SORBUS VECTOR: Manager commentary March 2022

Mar 8, 2022

We have warned previously that the market conditions (and stock valuations) that investors enjoyed during 2021 were unsustainable.

The Ukrainian crisis is a terrible human tragedy for those caught up in it. Whatever the political repercussions it is inevitable that the huge spike in raw material and energy prices will accelerate inflation. It has also increased the likelihood of recession, given that nearly all recessions are preceded by a significant run up in the price of oil.

Having said that, we try to avoid spending too much time trying to decipher the impossible, i.e. exactly where interest rates and the economy are heading in the short term.

Instead we devote our energy more productively to trying to find quality companies that fit our investment criteria and, most importantly, that are available at prices that limit the possibility of permanent loss of capital for our investors.

Those investors of course include ourselves, given that we have significant skin in the game through our own personal investment in the fund.

The benchmark we are measured against, the MSCI UK IMI All Companies Index, (the MSCI equivalent to the FTSE All Share Index), has proved very difficult to match over the past six months for the vast majority of active funds, including such industry luminaries as Nick Train, Terry Smith et al.

It has also outperformed the US markets so far this year (down 2.6% in capital terms).

Indeed both the US tech laden Nasdaq and the US smaller company index, the Russell 2000, are down (at the time of writing on 9th March) by 17.5% from their peaks reached in November and the broader S&P 500 is negative to the tune of almost 11% thus far this year. 

This gives a flavour of the damage inflicted upon investors in the US recently, albeit after some very strong performances since the start of the pandemic.

Returning to the UK, the FTSE Mid cap and Small cap company indices are down by 15.0% and 17.7% respectively since their highs reached in September. 

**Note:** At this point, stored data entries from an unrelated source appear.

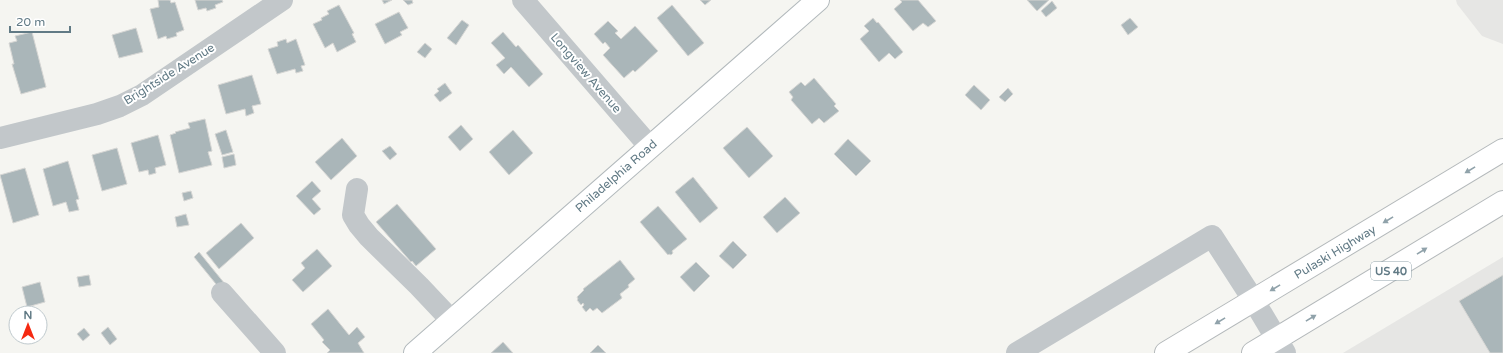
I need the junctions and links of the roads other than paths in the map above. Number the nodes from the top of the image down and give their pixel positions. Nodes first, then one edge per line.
1 (282, 0) edge
2 (523, 0) edge
3 (818, 0) edge
4 (0, 138) edge
5 (650, 147) junction
6 (1503, 150) edge
7 (357, 190) dead end
8 (1503, 202) edge
9 (222, 293) dead end
10 (1254, 301) junction
11 (452, 321) junction
12 (1281, 346) edge
13 (275, 353) edge
14 (415, 353) edge
15 (1017, 353) edge
16 (1166, 353) edge
17 (1253, 353) edge

1 - 4 street, Brightside Avenue
2 - 5 street, Longview Avenue
3 - 5 main road, Philadelphia Road
5 - 11 main road, Philadelphia Road
6 -> 10 main road, Pulaski Highway
7 - 11 street
12 -> 8 main road, US 40
9 - 13 street
10 - 12 street
10 - 15 street
10 -> 16 main road, Pulaski Highway
11 - 14 main road, Philadelphia Road
12 - 17 main road, US 40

Our VECTOR fund has not been immune to all this, falling by 15.5% over the last six months. However, as our factsheet clearly shows, we remain significantly ahead of the benchmark both on a 3 and 5 year view and also ranked 6th and 7th out of over 230 competitors again for both periods.

Here in the UK it is passive funds (i.e. trackers) that have captured the returns from the FTSE100 and been the real very recent winners (around 80% of the FTSE All Share is represented by the FTSE100) whilst as already mentioned, nearly all actively managed UK funds have struggled to achieve anywhere near these returns.

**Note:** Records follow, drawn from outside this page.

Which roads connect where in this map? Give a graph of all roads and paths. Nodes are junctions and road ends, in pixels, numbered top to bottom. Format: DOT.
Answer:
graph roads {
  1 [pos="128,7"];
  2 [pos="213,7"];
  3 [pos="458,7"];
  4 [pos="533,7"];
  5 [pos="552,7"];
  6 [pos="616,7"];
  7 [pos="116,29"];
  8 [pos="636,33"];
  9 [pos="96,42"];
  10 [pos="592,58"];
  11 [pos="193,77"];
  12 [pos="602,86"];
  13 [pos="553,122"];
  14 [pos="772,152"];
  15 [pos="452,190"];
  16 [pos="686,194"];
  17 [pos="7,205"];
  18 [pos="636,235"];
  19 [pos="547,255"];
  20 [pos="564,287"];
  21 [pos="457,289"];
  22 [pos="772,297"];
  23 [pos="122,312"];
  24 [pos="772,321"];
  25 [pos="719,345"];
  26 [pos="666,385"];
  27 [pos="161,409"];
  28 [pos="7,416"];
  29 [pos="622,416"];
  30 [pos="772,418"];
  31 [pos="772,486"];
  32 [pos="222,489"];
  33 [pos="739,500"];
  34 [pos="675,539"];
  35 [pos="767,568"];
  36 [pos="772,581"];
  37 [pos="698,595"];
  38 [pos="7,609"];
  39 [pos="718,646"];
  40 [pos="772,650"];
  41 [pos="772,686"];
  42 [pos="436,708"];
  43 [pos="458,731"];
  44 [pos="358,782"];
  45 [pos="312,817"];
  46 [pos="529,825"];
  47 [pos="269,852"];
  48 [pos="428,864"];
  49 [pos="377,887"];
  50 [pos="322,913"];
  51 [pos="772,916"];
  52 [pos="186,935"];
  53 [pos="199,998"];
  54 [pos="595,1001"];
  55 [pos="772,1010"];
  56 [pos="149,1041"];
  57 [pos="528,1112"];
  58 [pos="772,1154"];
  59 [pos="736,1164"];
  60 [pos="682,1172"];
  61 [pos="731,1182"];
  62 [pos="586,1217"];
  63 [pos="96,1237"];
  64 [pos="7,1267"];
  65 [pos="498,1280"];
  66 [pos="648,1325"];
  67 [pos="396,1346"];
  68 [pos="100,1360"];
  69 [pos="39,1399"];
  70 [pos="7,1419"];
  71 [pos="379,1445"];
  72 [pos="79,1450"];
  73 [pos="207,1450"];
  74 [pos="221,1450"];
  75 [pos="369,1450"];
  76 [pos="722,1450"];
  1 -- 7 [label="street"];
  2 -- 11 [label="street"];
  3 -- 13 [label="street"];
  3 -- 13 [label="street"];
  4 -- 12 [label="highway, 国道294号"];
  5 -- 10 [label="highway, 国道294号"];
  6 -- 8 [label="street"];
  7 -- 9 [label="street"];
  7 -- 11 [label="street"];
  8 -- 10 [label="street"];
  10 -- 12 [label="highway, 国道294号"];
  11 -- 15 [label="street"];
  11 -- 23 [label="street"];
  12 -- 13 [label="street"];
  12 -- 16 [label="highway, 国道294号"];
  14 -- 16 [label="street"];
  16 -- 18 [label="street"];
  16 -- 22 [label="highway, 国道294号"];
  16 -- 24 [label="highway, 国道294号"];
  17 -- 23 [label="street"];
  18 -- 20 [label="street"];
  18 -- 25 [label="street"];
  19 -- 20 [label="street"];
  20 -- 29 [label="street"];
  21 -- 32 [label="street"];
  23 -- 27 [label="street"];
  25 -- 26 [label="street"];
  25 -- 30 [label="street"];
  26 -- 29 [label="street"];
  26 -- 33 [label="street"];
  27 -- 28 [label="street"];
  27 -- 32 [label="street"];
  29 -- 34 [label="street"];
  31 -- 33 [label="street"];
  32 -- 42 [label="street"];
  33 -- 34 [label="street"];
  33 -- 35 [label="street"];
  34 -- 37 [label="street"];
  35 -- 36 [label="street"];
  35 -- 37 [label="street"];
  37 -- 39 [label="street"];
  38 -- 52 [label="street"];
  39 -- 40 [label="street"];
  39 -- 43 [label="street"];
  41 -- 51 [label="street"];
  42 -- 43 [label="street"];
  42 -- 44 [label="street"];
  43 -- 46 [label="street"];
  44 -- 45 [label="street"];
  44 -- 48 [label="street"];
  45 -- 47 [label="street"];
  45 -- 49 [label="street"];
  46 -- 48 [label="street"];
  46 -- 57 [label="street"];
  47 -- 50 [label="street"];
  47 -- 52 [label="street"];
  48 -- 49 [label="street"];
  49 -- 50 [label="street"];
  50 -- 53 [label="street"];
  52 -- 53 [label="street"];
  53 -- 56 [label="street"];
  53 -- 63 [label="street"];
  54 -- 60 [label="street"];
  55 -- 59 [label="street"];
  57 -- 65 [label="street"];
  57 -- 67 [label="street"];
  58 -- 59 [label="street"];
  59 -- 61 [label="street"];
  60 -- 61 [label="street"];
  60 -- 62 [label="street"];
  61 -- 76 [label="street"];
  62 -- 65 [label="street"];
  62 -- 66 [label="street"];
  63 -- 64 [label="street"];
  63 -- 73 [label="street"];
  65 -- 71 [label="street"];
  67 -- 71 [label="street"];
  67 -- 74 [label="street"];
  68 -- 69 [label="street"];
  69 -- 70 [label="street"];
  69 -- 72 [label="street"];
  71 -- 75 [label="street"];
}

There are two reasons for this:

Firstly, VECTOR and many other active managers have larger exposures to the small and mid cap growth companies than the FTSE All Share.
 
Secondly, the index’s significant weighting to big oil stocks (BP and Shell), raw material producers (global mining stocks) and financials including insurance and bank stocks. Indeed just the two oil majors, Shell and BP, together represent 11% of the total index. All these stocks have enjoyed tremendous recent gains.

Given these constituents, the FTSE100 (and by extension the FTSE All Share) has been called a dinosaur index by some market commentators recently, made up of cyclical companies with few prospects of long term growth in real terms compared with the kind of new technology businesses that the US has.

We disagree with such a bearish analysis, as it contains many companies outside of those above that are decidedly not cyclical and are instead true world beaters. Indeed we own several of them.

However, with oil and bank stocks it is true, as the old expression goes, that a stopped clock is right at least twice a day. We have never purchased an oil stock for VECTOR as they do not meet our investment criteria, and are unlikely to ever do so.

It is not our remit or even desire to criticise other investment funds that have done well recently by owning such businesses. Everyone has their own approach. However, we would say that given both Shell and BP have had to rebase (that is permanently reduce) their longstanding dividends by half or more in 2020 one has to question the durability of the dividends and the earnings that support them.

Even after the recent run up in oil prices, the fact remains that Shell’s share price is around the same as it was at the start of this century. Further, BP’s share price stood at over 600p in 2000 whilst today it stands at only 370p. This indicates to us the capital misallocation and poor returns on investors capital that such companies and their management have been responsible for over that period.

With such poor financial returns, allied to the huge cost involved in transforming such businesses into renewable energy companies fit for the next century, we do not believe they represent an opportunity despite the current high oil price.
Finally we echo what we said in our last letter.

We remain confident that we have the right companies for the harsher economic environment that is undoubtedly coming; we own companies that have pricing power and can therefore ultimately pass on the costs of inflation. Companies that produce and sell everyday goods or services that people or businesses want to purchase and that are not huge discretionary item decisions. Companies that have enduring earnings and dividends and strong balance sheets that will not disappear overnight. 

We truly believe that these are the stocks that other investors will start to value much more highly and want to own in the coming months.